The Melbourne city council is also calling on the private sector and state government to take part in the scheme. “We are looking for likeminded partners to join us in delivering cutting-edge technology that makes our city more sustainable, and delivering future savings to businesses and residents,” Lord Mayor Sally Capp said.

The roll out of the mid-scale community batteries will focus on the council’s existing infrastructure initially, as well as the Melbourne Innovation District located in the CBD’s north. Future battery locations will be proposed for areas where network demand is constrained or expected to increase over the coming decades, the council added.

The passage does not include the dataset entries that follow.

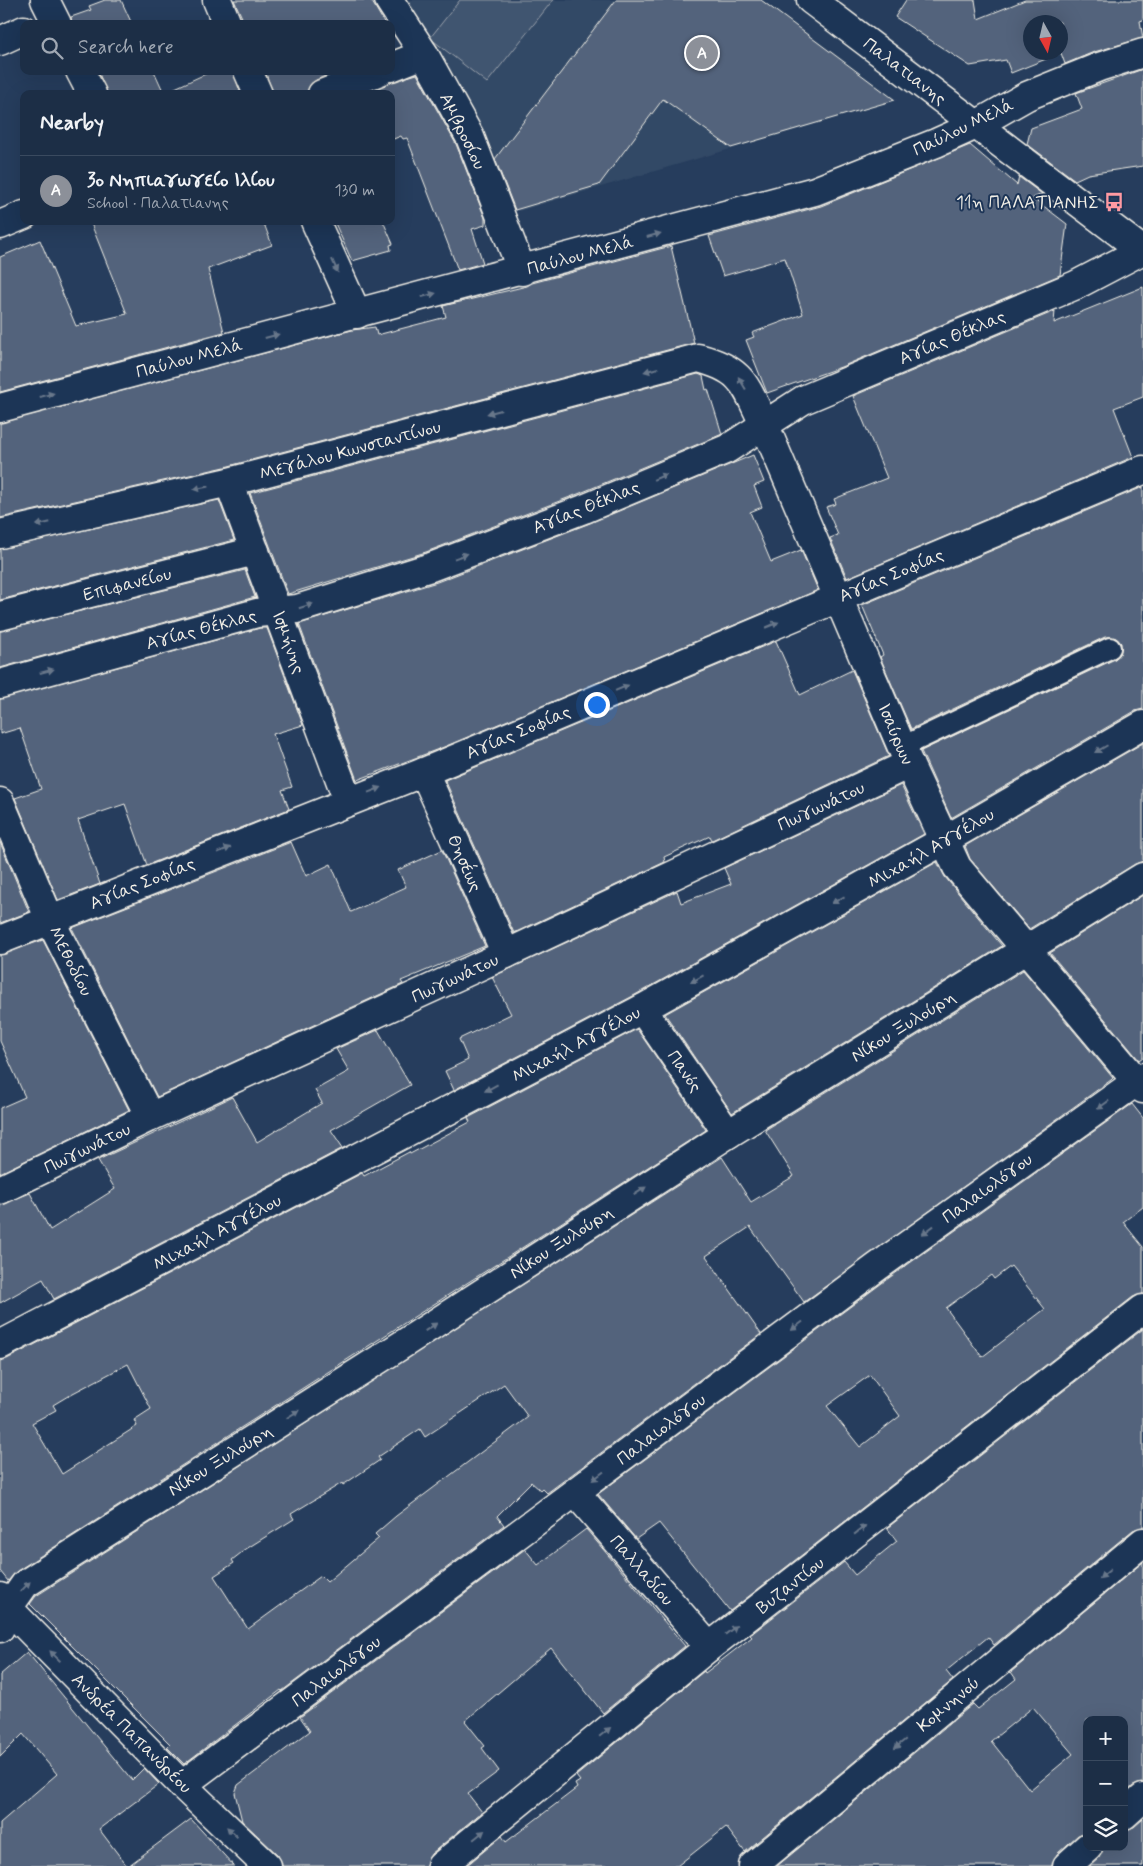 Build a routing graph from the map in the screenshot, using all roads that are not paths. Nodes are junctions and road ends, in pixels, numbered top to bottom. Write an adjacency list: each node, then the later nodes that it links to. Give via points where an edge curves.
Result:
1 (217, 0): 4 (street)
2 (389, 0): 8 (street, Αμβροσίου)
3 (811, 0): 16 (street, Παλατιανης)
4 (225, 20)
5 (20, 32): 6 (street)
6 (0, 41)
7 (1143, 53): 16 (street, Παύλου Μελά, via 1027,96)
8 (424, 54): 9 (street); 21 (street, Αμβροσίου, via 470,138)
9 (395, 65)
10 (82, 75): 13 (street)
11 (250, 75): 14 (street)
12 (370, 75): 15 (street)
13 (90, 90)
14 (256, 90)
15 (332, 90)
16 (976, 125): 20 (street, Παλατιανης); 21 (street, Παύλου Μελά, one-way to 16, via 815,191)
17 (20, 217): 18 (street)
18 (0, 225)
19 (317, 225): 22 (street, one-way to 22)
20 (1143, 250): 25 (street, Αγίας Θέκλας, via 1076,285 803,400)
21 (522, 271): 22 (street, Παύλου Μελά, one-way to 21)
22 (357, 314): 24 (street, Παύλου Μελά, one-way to 22)
23 (698, 358): 25 (street, Ισαύρων, one-way to 23, via 740,377 721,364); 27 (street, Μεγάλου Κωνσταντίνου, one-way to 27)
24 (0, 408)
25 (765, 426): 30 (street, Ισαύρων); 31 (street, Αγίας Θέκλας, one-way to 25, via 298,609 431,567 510,538 727,449)
26 (1143, 470): 30 (street, Αγίας Σοφίας)
27 (230, 482): 28 (street, Μεγάλου Κωνσταντίνου, one-way to 28); 29 (street, Ισμήνης)
28 (0, 534)
29 (255, 551): 31 (street, Ισμήνης); 32 (street, Επιφανείου)
30 (837, 598): 36 (street, Ισαύρων); 37 (street, Αγίας Σοφίας, one-way to 30)
31 (278, 612): 34 (street, Αγίας Θέκλας, one-way to 31, via 257,613); 38 (street, Ισμήνης)
32 (0, 616)
33 (1110, 648): 36 (lane)
34 (0, 684)
35 (1143, 725): 40 (street, Μιχαήλ Αγγέλου, one-way to 40)
36 (905, 756): 40 (street, Ισαύρων); 45 (street, Πωγωνάτου)
37 (424, 772): 38 (street, Αγίας Σοφίας, one-way to 37); 45 (street, Θησέως)
38 (348, 801): 42 (street, Αγίας Σοφίας, one-way to 38)
39 (0, 802): 42 (street, Μεθοδίου)
40 (944, 841): 44 (street, Ισαύρων, via 957,867); 46 (street, Μιχαήλ Αγγέλου, one-way to 46)
41 (1143, 877): 44 (street, Νίκου Ξυλούρη)
42 (50, 920): 43 (street, Αγίας Σοφίας); 48 (street, Μεθοδίου)
43 (0, 940)
44 (1025, 950): 47 (street, Ισαύρων); 49 (street, Νίκου Ξυλούρη)
45 (506, 954): 48 (street, Πωγωνάτου)
46 (642, 1009): 49 (street, Πανός); 52 (street, Μιχαήλ Αγγέλου, one-way to 52)
47 (1141, 1082): 53 (street, Παλαιολόγου, one-way to 53, via 877,1266)
48 (150, 1117): 50 (street, Πωγωνάτου)
49 (728, 1134): 55 (street, Νίκου Ξυλούρη, one-way to 49, via 24,1584)
50 (0, 1190)
51 (1143, 1309): 56 (street, Βυζαντίου, one-way to 51)
52 (0, 1345)
53 (576, 1493): 56 (street, Παλλαδίου); 57 (street, Παλαιολόγου)
54 (1143, 1542): 63 (street, Κομνηνού, one-way to 63)
55 (3, 1611): 57 (street, Ανδρέα Παπανδρέου, one-way to 55)
56 (709, 1648): 62 (street, Βυζαντίου, one-way to 56)
57 (182, 1785): 61 (street, Ανδρέα Παπανδρέου, one-way to 57)
58 (1143, 1798): 59 (street)
59 (1128, 1811)
60 (1084, 1851): 64 (street)
61 (267, 1866)
62 (442, 1866)
63 (753, 1866)
64 (1067, 1866)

The aim of the scheme is to deliver more renewable energy into the grid, accelerating the City of Melbourne’s ambition of being 100% powered by renewable energy by 2030.

Lord Mayor Sally Capp said Power Melbourne would encourage greater uptake of renewables, create new opportunities for research, training and jobs in the green technology sector, and help build Melbourne’s reputation as a centre for clean energy innovation. “Melbourne has been a leader in sustainability for decades and this project will encourage a new wave of innovation in the mid-scale battery sector,” the Lord Mayor said.

Environment portfolio lead Councillor Rohan Leppert said Power Melbourne would showcase what can be achieved through collaborating to increase battery storage in urban areas. “Power Melbourne will deliver a huge amount of insight and data into how we can best reform our electricity networks to encourage more renewables and battery storage,” he said.

Battery storage, a crucial piece of Australia’s grid puzzle

Australia has this year seen a deluge of new big battery announcements, with storage considered an important means to stabilise our grid as it’s flooded with evermore variable renewable energy. Residential battery storage, which typically stores around 5 kWh to 10 kWh, are also increasingly being mobilised as a means of stabilisation through Virtual Power Plants (VPPs).

VPPs aggregate home battery systems through software platforms, though, as Discover Energy CEO’s Anson Zhang has previously noted, such schemes have limitations as unreliable internet connections and shifts in household schedules means capacity cannot always been drawn when needed.

Community batteries are expected to be an important piece of the puzzle here since they hold significantly more capacity and should be more reliable in terms of connection, making them able to respond immediately to shifts in demand.

In January, CitiPower and Yarra Energy Foundation, a not-for-profit primarily funded by the Melbourne’s Yarra City Council, announced they would parter to create a community battery network in the Melbourne CBD and inner-city suburbs. The City of Melbourne’s scheme would see a considerable extension to this ‘solar sponge’ concept for Melbourne city.

Community battery pilots are growing in popularity, with schemes being rolled out in New South Wales and Western Australia.